Le roi de Danemark, que les préparatifs de Pierre III avaient sérieusement alarmé, attendait avec inquiétude le parti que prendrait Catherine.

La Perse et la Turquie, excitées par des rivalités de secte et de voisinage, et secrètement poussées par de sourdes intrigues, s'affaiblissaient mutuellement; au lieu de s'unir contre l'ennemi commun, elles semblaient prendre à tâche de favoriser ses plans ambitieux. Le khan de Crimée, plus rapproché du théâtre où se préparaient tant de grands changements, ne se déguisait point l'imminence du danger; il prévoyait qu'une fois la Pologne esclave, ce serait par la conquête de la presqu'île que se résoudrait le problème de la question russo-turque.

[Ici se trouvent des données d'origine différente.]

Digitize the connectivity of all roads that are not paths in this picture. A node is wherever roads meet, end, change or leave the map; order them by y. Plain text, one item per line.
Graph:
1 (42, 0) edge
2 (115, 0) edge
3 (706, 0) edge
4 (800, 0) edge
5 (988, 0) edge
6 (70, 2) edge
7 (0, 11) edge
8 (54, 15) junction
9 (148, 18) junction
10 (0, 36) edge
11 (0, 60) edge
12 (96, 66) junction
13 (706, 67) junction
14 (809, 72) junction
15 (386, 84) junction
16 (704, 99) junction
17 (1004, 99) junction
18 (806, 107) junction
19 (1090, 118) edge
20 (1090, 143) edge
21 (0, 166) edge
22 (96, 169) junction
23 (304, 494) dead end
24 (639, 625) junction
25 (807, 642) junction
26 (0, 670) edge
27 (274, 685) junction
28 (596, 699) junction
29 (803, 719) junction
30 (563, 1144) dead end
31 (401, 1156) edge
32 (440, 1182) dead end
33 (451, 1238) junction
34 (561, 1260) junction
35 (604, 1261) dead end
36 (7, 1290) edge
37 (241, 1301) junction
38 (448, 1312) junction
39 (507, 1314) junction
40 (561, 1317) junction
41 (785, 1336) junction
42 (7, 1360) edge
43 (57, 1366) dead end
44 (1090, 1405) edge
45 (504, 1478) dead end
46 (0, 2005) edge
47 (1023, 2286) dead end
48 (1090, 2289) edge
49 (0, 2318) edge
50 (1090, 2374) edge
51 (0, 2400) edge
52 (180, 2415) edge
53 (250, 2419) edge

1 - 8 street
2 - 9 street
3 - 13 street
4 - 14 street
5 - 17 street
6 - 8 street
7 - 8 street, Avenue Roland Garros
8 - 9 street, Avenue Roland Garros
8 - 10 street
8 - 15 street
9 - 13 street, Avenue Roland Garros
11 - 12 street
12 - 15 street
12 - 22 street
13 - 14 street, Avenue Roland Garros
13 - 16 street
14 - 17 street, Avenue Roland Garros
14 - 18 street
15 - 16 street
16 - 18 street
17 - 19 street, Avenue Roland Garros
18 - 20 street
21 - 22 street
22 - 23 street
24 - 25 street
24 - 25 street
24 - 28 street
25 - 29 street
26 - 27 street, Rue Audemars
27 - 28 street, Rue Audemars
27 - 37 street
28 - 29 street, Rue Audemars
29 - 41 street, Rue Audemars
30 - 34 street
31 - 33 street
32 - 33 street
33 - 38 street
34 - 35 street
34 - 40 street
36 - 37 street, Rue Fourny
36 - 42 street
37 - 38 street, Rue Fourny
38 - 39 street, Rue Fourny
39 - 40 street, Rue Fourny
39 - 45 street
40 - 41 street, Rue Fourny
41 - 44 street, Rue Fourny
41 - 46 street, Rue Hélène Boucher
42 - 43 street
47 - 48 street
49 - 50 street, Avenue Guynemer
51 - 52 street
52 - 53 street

Il possédait une armée formidable; mais le temps était passé où les Tatars, ruinant tout sur leur passage, venaient dicter des lois à Moscou, et se retiraient chargés de butin, traînant en esclavage des populations entières. Depuis les guerres d'Élisabeth, ces vastes déserts, où s'étaient fondues tant d'armées russes et lithuaniennes, avaient vu s'élever des forteresses qui servaient de barrières contre les Tatars, et jalonnaient la route d'une armée envahissante. L'empereur de la Chine, Thien-Long, quoique mécontent de ses rapports avec la Russie, après avoir déclaré qu'il ne voulait avec Catherine ni alliance ni relations commerciales, avait cependant cédé sur ce dernier article; enfin, de quelque côté de ses frontières qu'elle portât ses regards, Catherine ne voyait que des voisins hors d'état de l'attaquer, ou des rivaux moins disposés à la combattre qu'à partager avec elle une proie facile.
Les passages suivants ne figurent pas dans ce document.